Is it Time to Make Time for Spiritual Care?

Is it Time to Make Time for Spiritual Care?

What do prayer, unconditional love, forgiveness, life's meaning and purpose, and spiritual practice have in common?

Perhaps not surprisingly, the debate in the comments section shows a number of detractors have been energised by the presence of the word "must" in the article's title.

Nevertheless, a number of studies point to health benefits from such "spiritual concepts". Furthermore, there's an indisputable trend of embracing the importance of patient spirituality in the NHS and in US healthcare systems.

Last year the Royal College of Nursing conducted an online survey of over 4,000 nurses to establish the attitudes of its members towards spirituality and the provision of spiritual care.

The research, thought to be the largest study of its type in the UK, found more than 95 per cent of nurses felt it was their job to identify the spiritual needs of patients. In addition, nearly 80 per cent called for their training to include spirituality and spiritual care.

These results have led the Royal College of Nursing to produce a special pocket guide on the subject which quotes one member saying: "Spiritual care is a fundamental part of nursing currently much neglected through ignorance and misunderstanding."

Many nurses, though, struggle to provide even the more conventional "fundamentals of care" according to Tina Donnelly, Director of the Royal College of Nursing in Wales.

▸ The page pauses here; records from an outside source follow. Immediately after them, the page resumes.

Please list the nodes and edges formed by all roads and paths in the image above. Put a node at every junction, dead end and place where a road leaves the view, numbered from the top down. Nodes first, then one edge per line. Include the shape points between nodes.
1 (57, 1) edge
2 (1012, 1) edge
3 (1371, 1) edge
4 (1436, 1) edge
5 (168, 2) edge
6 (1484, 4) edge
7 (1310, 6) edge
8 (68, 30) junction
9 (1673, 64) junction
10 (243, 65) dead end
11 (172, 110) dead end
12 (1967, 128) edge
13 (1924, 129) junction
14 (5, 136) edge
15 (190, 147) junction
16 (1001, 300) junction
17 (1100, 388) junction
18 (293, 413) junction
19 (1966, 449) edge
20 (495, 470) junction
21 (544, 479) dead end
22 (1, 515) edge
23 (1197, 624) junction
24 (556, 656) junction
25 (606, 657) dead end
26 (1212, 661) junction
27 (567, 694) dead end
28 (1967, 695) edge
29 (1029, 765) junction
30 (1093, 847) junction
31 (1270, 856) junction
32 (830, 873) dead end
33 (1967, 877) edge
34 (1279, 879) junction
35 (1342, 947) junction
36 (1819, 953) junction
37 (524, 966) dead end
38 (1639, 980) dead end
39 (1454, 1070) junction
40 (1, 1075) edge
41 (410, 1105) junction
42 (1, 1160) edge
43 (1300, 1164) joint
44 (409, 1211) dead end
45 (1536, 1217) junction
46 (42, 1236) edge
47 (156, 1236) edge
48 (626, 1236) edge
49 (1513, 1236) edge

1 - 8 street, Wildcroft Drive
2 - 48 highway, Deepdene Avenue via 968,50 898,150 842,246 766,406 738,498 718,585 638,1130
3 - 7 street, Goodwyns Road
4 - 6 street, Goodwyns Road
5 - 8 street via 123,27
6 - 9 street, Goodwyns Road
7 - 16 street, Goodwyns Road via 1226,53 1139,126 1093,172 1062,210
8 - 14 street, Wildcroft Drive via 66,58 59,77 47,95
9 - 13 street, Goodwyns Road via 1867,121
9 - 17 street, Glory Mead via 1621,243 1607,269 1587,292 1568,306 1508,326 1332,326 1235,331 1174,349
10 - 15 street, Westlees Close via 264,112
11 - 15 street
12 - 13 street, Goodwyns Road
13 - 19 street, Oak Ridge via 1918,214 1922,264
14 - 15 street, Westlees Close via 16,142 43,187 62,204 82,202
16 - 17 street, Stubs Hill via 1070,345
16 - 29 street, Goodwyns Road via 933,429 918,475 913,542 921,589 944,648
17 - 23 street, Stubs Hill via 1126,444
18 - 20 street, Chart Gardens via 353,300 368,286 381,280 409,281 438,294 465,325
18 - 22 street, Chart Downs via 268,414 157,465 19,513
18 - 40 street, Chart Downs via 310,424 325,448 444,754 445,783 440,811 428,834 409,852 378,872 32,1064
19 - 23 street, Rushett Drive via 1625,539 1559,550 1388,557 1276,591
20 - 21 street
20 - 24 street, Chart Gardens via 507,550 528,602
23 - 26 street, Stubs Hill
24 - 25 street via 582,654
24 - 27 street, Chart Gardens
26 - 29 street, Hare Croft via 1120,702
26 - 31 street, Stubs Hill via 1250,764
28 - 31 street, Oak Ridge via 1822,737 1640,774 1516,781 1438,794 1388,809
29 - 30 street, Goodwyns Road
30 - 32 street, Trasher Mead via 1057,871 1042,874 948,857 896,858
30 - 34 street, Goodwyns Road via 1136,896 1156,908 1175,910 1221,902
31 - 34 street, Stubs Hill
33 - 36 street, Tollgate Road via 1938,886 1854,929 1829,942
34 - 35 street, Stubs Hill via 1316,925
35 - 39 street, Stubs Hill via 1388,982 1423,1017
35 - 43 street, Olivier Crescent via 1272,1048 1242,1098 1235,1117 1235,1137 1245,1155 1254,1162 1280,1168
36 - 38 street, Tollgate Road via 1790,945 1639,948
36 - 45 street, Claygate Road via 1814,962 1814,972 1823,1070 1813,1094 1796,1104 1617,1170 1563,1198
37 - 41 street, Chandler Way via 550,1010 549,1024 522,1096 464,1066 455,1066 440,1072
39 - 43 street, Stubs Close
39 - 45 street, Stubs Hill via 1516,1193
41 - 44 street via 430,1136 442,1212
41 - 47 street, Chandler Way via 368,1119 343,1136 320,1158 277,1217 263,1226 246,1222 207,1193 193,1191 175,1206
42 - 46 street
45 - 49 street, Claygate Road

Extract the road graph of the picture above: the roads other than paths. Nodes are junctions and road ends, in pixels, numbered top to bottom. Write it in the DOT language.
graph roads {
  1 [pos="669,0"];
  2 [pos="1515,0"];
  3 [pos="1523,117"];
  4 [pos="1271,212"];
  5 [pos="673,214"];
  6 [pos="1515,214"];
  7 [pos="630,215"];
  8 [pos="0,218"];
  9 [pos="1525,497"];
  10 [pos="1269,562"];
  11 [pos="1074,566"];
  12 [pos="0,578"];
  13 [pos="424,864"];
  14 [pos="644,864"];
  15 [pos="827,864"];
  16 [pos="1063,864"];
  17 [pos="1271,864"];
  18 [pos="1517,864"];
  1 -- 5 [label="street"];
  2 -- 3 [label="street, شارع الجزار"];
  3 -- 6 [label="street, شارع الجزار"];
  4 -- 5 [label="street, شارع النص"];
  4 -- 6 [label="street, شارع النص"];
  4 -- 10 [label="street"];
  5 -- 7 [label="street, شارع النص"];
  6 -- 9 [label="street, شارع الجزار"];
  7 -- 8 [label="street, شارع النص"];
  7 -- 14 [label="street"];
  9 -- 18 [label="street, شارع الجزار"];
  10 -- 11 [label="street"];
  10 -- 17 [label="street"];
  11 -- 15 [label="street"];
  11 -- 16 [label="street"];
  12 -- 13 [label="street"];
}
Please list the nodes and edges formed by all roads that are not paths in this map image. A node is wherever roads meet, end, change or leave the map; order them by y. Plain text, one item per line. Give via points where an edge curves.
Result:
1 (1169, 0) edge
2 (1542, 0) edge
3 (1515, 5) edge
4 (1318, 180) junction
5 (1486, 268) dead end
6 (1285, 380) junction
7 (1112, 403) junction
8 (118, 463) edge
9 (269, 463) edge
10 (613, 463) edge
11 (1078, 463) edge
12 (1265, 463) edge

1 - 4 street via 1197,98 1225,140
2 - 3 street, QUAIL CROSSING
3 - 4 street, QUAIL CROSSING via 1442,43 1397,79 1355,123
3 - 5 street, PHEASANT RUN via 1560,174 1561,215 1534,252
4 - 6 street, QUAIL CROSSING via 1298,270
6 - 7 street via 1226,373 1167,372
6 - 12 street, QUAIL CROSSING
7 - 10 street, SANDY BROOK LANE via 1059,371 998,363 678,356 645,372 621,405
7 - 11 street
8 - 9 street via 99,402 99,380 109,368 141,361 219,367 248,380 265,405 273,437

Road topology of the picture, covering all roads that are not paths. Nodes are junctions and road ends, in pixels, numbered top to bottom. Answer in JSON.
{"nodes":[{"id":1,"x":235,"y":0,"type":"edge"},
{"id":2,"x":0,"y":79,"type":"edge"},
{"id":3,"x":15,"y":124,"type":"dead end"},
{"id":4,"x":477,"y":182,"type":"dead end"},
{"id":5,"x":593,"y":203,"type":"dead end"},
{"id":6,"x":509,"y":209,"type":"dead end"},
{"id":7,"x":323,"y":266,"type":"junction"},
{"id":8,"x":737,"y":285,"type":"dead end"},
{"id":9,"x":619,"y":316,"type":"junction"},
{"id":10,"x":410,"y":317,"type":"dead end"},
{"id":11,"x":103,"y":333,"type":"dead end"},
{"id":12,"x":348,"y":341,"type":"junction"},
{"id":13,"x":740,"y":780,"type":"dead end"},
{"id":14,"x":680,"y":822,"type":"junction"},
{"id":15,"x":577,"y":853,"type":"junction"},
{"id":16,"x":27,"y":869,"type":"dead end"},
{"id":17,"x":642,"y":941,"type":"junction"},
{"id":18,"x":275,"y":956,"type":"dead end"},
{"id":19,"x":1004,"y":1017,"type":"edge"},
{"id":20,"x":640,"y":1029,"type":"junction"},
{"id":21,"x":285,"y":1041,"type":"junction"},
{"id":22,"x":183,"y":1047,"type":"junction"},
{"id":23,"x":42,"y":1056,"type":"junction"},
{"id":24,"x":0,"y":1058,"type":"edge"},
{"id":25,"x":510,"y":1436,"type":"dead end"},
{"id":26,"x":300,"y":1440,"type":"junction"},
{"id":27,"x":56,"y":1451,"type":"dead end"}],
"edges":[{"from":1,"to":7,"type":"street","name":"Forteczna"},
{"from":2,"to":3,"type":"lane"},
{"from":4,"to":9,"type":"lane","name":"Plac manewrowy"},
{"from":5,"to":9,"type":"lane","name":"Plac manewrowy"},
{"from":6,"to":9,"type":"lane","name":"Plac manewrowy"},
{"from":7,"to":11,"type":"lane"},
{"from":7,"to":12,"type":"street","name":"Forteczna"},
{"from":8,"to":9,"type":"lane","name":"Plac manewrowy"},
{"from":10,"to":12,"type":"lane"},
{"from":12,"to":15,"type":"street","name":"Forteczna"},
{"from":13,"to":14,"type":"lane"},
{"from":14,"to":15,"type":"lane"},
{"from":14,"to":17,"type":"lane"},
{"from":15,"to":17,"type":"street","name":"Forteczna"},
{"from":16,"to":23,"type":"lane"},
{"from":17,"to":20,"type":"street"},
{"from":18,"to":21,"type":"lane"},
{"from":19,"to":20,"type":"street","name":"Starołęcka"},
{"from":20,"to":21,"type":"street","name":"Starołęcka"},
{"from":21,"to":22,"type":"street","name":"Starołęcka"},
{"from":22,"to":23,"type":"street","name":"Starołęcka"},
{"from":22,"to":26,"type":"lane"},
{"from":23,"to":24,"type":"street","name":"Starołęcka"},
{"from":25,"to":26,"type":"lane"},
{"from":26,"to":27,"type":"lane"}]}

For this reason, the Welsh RCN has launched "Time to Care", a campaign to ensure nurses are given sufficient time to do their work "to the highest professional standards". This would enable them to "demonstrate how much they care about their patients and their families".

Should these "professional standards" include spiritual care?

Some might say it's a nice thought, but that if healthcare workers already feel they lack the time to do the basics properly surely it's pointless adding something else to their workload.

But what if that "something else" is a benefit not a burden - a vital ingredient that helps healthcare workers to fulfill the highest sense of their calling by building on the basics and fully engaging with the patient?

Award-winning columnist Professor Stephen Wright, has devoted much of his life to practising and articulating what he regards as the core qualities of good nursing, regularly pointing out how a spiritual maturity in a nurse benefits the patient.

He recently told the Nursing Standard: "If nursing is anything it is an expression of heartfelt compassion for the wellbeing of another human being. It is heart-centred work.

"We, when we are at our best, when we are at our most mature, ok in ourselves, fully clear-eyed and present, we become the sacred space around which, through which, by which the patient is helped to become more whole and healthy themselves."

He added: "Soul-centred environments produce soul-centered nurses, which produce better patient care. It's that simple."

It is not only professional nurses and other clinicians who can benefit from offering and receiving spiritual support. If we want to nurture health in ourselves and others I, like many, have found that prayer, unconditional love, forgiveness, meaning and spiritual practice can indeed play a substantial part.

These were all significant factors in a health improvement I experienced after suffering regular bouts of sinusitis until twenty years ago.

In the words of the man whose birth is about to be celebrated by billions, prayer enabled me to see it was possible to "love your enemies, bless those who curse you, do good to those who hate you, and pray for those who mistreat you and persecute you."

When I "practised" that unconditional love by forgiving some people I felt I had good reason to resent, the sinusitis ceased and hasn't returned.

It can sometimes seem as if everything conspires to prevent us connecting with our spiritual nature. Daily demands - from watering the plants and walking the dog to our work and watching world news - clamour for attention, crowding out the space we need to dig deeper into those all-important spiritual concepts.

It's never too soon to take a stand against the tendency of the mundane to monopolise our attention. By creating that space we can harness the power of listening for the sort of inspiration that refreshes, renews and restores.

A healthier, happier experience can sometimes be just a changed thought away.